For more information, please see: gailrothschild.com, and on Instagram @gailhelenrothschild.
First, and most importantly, how are you doing? How are you navigating the highs and lows?
It all keeps changing. I’m re-reading how I first answered this question back in April and it seems far away. After nine roller-coaster months, I’m feeling cautiously optimistic about the future. At some point, I have to turn off NPR and survey the area I painted yesterday. It needs another transparent glaze of Phthalo Blue over that layered area of plain-weave brushstrokes, Payne’s Gray and Alizarin Crimson shadows where these warp threads are simultaneously unweaving and unraveling. Battling a chronic auto-immune disease in the midst of a pandemic seems like a bad joke. I am blessed to have this leafy retreat. Friends and family help enormously and I’m trying to learn to ask them for help. Yesterday, while trying a new problem on our little climbing wall, I banged my knee and fell flat onto the crash pad. My border terrier, Rennie, raced to me and began licking the hurt. Ups and downs and get-back-ups again.
It’s my experience that most artists engage with some level of self-isolation in their day to day art practice. Has this been your experience? And if so, have you found these innate rhythms to be helpful during this larger, world-wide experience of isolation.
I need a lot of studio time but I create that solitary space between me and the canvas. Dogs may lie at my feet, family may wander in and out, but it doesn’t stop me painting. I actually feel relief that I don’t have to go anywhere. I’m perfectly happy to stay right here. My work rhythms haven’t changed. My isolation during studio hours makes me appreciate social time around the dinner table and the joy of bringing good food to it and to the people I love. This doesn’t change.
It would be great if you could briefly talk us through your practice. Understanding it is integral to appreciating the multivalence of your work.
I collaborate with museums to re-imagine small fragments of archaeological textiles in their collections as monumental painted portraits. I am currently working on a project with the Bode, Berlin’s State Museum devoted to Byzantine and Medieval Art. Over the past year I more or less completed the first six (of eight to ten) paintings for the exhibition that is still scheduled to open in October 2021. The subjects for the first three were all strange and figurative. The paintings reflected that. Each painting is a dialogue with an historical object. I peer intensely into high resolution, almost microscopic, images of the structure and physical interaction of the woven architecture, and then I shut off the iPad and paint. I work directly on the canvas, letting the brush marks become the threads. I went to Berlin in early March to meet with the curators and textile conservator hoping to discover some new fragments that I had overlooked in my first visit a year earlier. I was hunting for a more complex landscape of unraveling threads with only hints of the tapestry’s original iconography. I found exactly what I needed to keep me busy for many months and feel more grateful with every passing day that I managed to squeeze in that trip just days before the world shut down.

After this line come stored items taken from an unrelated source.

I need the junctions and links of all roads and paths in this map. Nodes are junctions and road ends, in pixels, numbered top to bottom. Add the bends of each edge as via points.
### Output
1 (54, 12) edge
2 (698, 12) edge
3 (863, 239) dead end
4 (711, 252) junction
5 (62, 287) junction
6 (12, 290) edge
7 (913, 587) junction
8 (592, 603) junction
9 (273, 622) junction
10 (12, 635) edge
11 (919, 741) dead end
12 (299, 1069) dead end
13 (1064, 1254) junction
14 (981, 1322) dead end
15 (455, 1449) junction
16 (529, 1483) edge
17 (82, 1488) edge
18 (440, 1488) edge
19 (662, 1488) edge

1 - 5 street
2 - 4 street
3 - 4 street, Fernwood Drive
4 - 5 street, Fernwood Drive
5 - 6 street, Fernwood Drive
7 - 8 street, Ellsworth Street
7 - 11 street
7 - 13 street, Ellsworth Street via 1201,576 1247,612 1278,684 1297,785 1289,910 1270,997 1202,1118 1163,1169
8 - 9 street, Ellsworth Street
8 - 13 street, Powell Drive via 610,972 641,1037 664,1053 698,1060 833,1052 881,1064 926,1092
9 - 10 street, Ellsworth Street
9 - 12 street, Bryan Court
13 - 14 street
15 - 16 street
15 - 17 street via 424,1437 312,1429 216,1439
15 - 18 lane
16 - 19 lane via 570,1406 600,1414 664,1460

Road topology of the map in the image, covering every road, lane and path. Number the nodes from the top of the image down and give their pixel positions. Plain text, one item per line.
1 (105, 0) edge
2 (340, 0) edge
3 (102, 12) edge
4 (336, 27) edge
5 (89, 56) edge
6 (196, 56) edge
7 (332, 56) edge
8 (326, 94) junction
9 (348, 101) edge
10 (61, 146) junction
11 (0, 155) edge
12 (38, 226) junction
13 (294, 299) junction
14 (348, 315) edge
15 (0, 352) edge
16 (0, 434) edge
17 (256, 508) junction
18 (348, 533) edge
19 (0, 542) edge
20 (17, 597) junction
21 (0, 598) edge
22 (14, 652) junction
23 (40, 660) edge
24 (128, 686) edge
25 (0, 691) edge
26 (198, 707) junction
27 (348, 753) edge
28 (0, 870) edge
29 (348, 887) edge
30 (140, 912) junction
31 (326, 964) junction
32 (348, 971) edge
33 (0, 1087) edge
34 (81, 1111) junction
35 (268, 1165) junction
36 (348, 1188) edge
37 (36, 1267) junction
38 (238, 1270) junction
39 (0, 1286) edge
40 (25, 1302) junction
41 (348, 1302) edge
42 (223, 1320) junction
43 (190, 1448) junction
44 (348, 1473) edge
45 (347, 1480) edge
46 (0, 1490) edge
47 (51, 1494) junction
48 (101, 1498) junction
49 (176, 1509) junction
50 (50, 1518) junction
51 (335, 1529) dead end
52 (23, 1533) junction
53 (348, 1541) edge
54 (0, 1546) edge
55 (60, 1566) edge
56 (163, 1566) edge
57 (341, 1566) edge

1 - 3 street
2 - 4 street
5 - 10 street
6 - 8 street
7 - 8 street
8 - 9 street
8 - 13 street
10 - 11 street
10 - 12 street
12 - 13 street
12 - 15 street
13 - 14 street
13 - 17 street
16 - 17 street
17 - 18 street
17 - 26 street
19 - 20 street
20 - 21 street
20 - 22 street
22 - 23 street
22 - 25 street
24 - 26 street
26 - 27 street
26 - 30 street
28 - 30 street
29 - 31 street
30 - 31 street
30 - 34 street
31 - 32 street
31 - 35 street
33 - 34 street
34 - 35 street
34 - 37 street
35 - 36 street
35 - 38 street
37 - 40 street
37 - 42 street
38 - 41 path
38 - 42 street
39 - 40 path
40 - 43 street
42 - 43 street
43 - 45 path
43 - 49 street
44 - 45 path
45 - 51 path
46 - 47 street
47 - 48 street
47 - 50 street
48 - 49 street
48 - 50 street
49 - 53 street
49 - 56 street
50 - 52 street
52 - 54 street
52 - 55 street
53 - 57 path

Has any of your imagery shifted in a reflection of what’s currently happening? Or are you considering using coronavirus related imagery for future projects? Do you find it necessary to make work about the pandemic? And why or why not?
I began a new painting as soon as I returned from Berlin in mid-March and set up in the Connecticut studio. I knew that I would be staying put for a good while and that I would have all the time that I needed to explore deeper. Archaeological textile fragments are preserved by mounting on archival conservation cloth called buckram. In the earlier paintings, I had considered and then rejected as too insanely labor-intensive the idea of actually painting the tightly woven grid of the buckram mounting cloth. Suddenly, there was no reason not to. Over the last months I have discovered a whole new depth in my work. Although the marks the brush makes may be similar, they are never actually repetitive. The process of painting these plain-weave sections feels like a needed meditation in these uneasy times. The source textile represents layers of repair over the ages—attempts to stop the inevitable unraveling of time. They feel like geological strata. My paintings speak of their - and our - fragility, materiality and transience. I often think about my Portraits of Ancient Linen in the tradition of vanitas paintings—reminders of our mortality. This is even more true in the face of COVID-19, and with the seemingly endless reports of unnecessary deaths at the hands of law enforcement.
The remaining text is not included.